Comparative studies have shown the high reliability of this formula: in more than 90% of cases, the deviations of the calculation results using the MDRD formula did not exceed 30% of the measured SCF values. Only in 2% of cases did the error exceed 50%.
Normally, the glomerular filtration rate for men is 97-137 ml/min, for women - 88-128 ml/min.
Under physiological conditions, the glomerular filtration rate increases during pregnancy and when consuming high-protein foods and decreases with aging. Thus, after 40 years, the rate of decline in GFR is 1% per year, or 6.5 ml/min per decade. At the age of 60-80 years, the GFR decreases by half.
In pathology, the glomerular filtration rate often decreases, but can also increase. In diseases not associated with kidney pathology, a decrease in GFR is most often due to hemodynamic factors - hypotension, shock, hypovolemia, severe heart failure, dehydration, and taking NSAIDs.
In kidney diseases, a decrease in the filtration function of the kidneys is mainly associated with structural disorders that lead to a decrease in the mass of active nephrons, a decrease in the filtering surface of the glomerulus, a decrease in the ultrafiltration coefficient, a decrease in renal blood flow, and obstruction of the renal tubules.

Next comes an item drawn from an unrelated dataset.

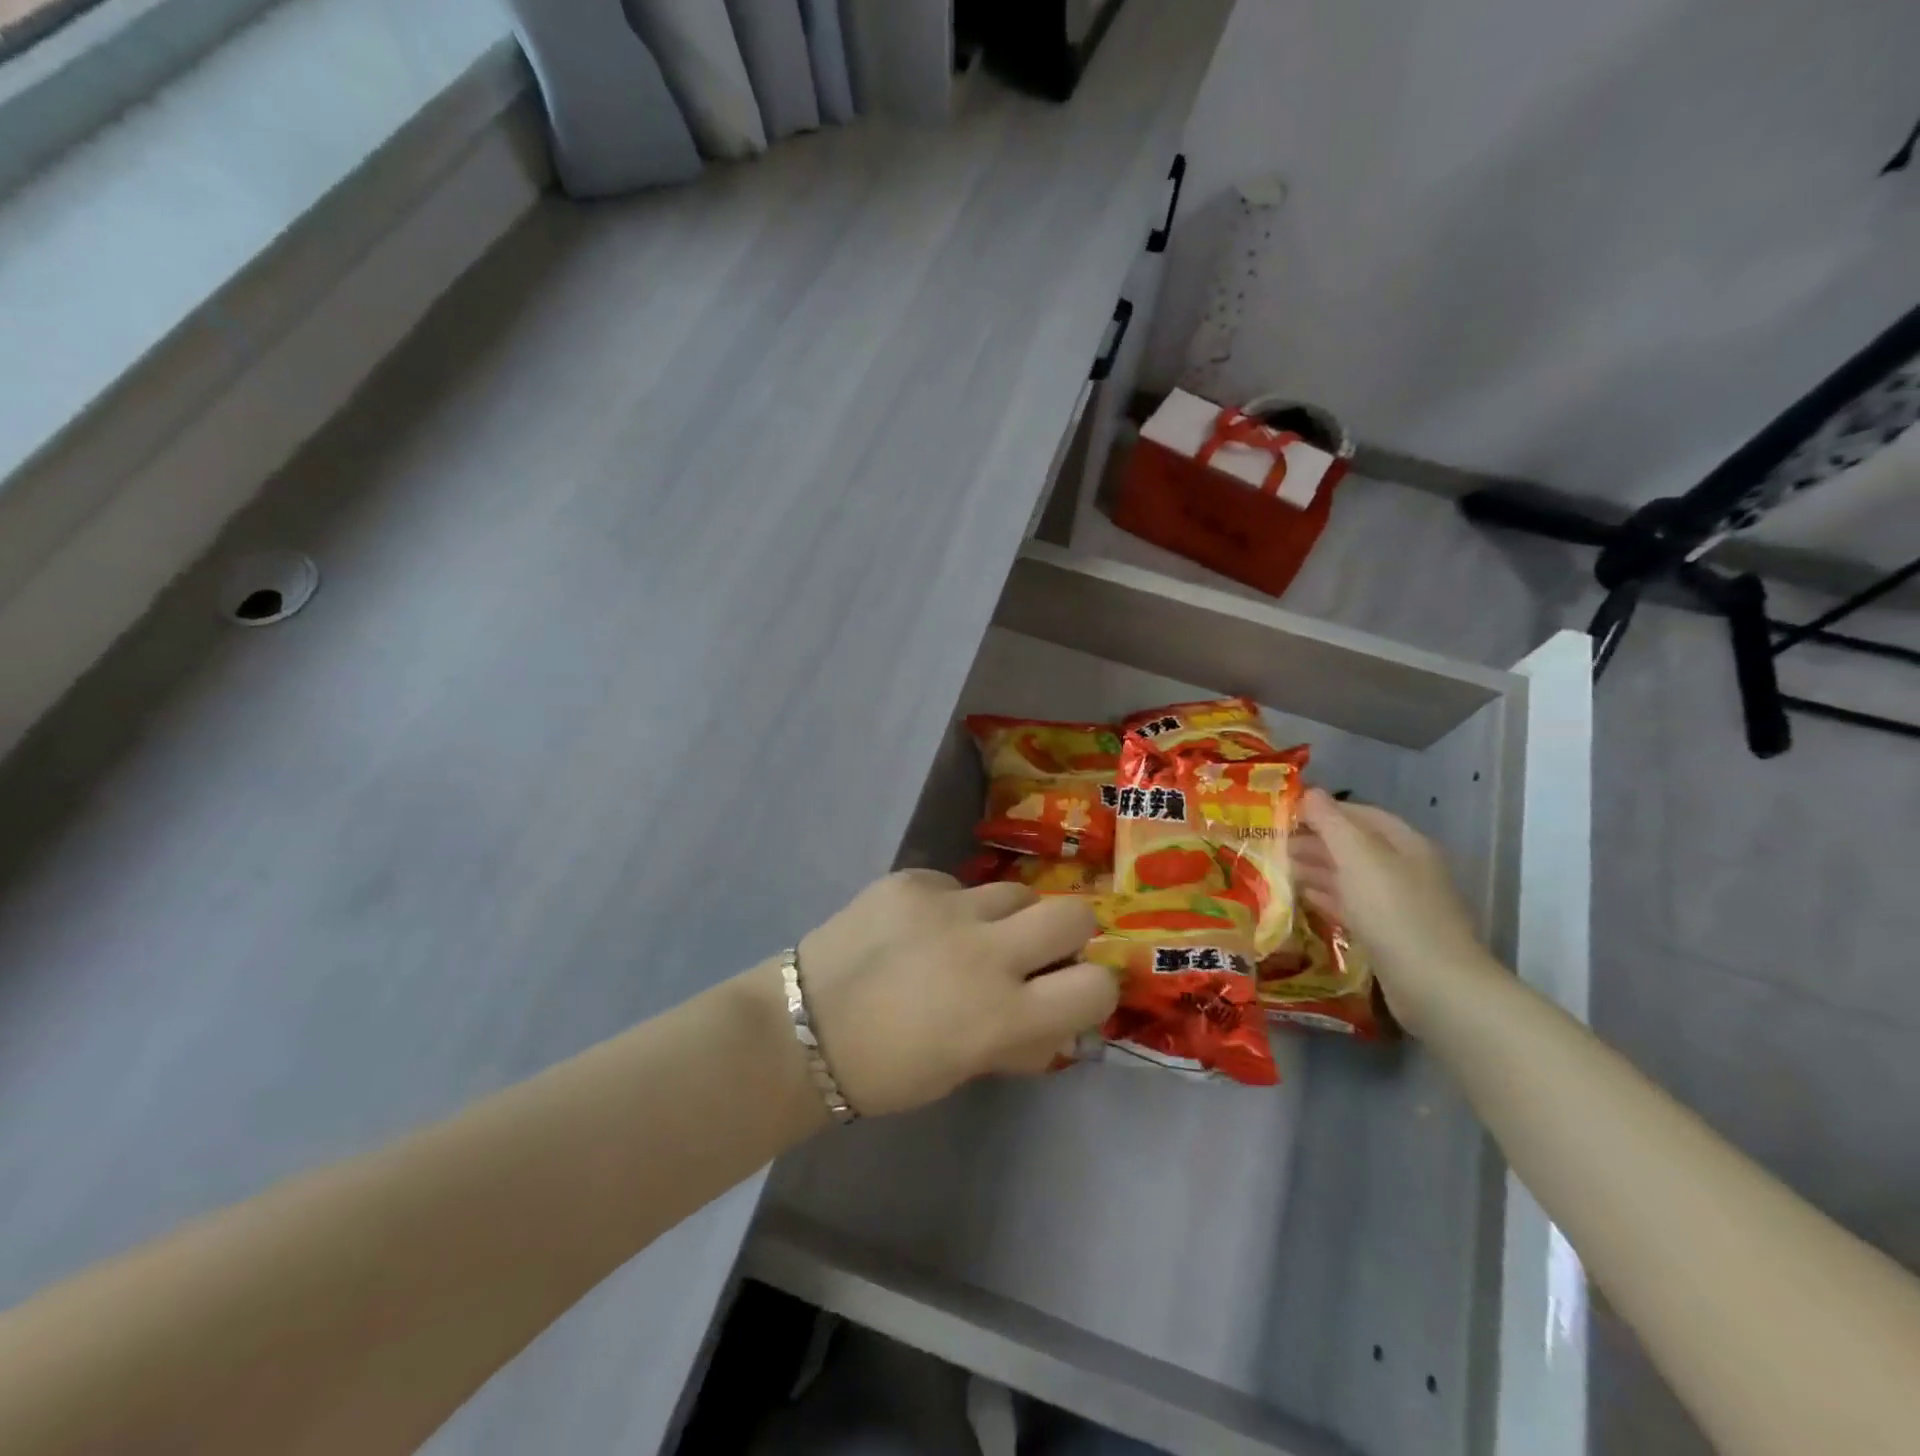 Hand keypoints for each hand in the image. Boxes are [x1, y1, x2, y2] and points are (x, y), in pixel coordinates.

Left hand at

These factors cause a decrease in the glomerular filtration rate in all chronic diffuse kidney diseases [chronic glomerulonephritis (CGN), pyelonephritis, polycystic kidney disease, etc.], kidney damage in the context of systemic connective tissue diseases, with the development of nephrosclerosis against the background of arterial hypertension, acute renal failure, obstruction of the urinary tract, severe damage to the heart, liver and other organs.
In pathological processes in the kidneys, an increase in SCF is detected much less frequently due to an increase in ultrafiltration pressure, ultrafiltration coefficient or renal blood flow. These factors are important in the development of high SCF in the early stages of diabetes mellitus, hypertension, systemic lupus erythematosus, in the initial period of nephrotic syndrome. Currently, long-term hyperfiltration is considered as one of the non-immune mechanisms of renal failure progression.
Load tests to determine glomerular filtration reserve
The glomerular filtration rate under physiological conditions changes during the day depending on the physical and psychological state of the individual, the composition of the food consumed, and the administration of drugs. Maximum values are detected after eating a large amount of meat protein. The ability of the kidneys to increase the SCF in response to a stimulus was used as the basis for determining the glomerular filtration reserve or renal functional reserve (RFR).
To assess the PFR, a single (acute) load of protein or amino acids or the administration of small doses of dopamine is usually used.
Acute protein loading
The test involves eating 70-90 g of meat protein (1.5 g of protein per 1 kg of body weight, which corresponds to 5 g of boiled beef per 1 kg of body weight), 100 g of vegetable protein, or intravenous administration of a set of amino acids.
In healthy individuals, in response to an acute protein load or the introduction of amino acids, the SCF increases by 20-65% in the next 1-2.5 hours after the load. The average SCF is 20-35 ml/min.
The calculation of the Pension Fund is made according to the formula:
PFR = (SCF 2 - SCF 1 ): SCF 1,
Where SCF 1 is the SCF under basal conditions (in the morning, on an empty stomach), SCF 2 is the SCF after the introduction of meat or amino acids (stimulated SCF). The result is expressed as a percentage.
In kidney diseases, the PFR may remain at a normal level or decrease. A sharp decrease (less than 10%) or the absence of a reserve (less than 5%) indirectly reflect the state of hyperfiltration in the functioning nephrons. Low PFR values can be observed both with a normal SCF value (in the early stages of diabetic nephropathy, with nephrotic syndrome) and with suppression of SCF in patients with renal failure.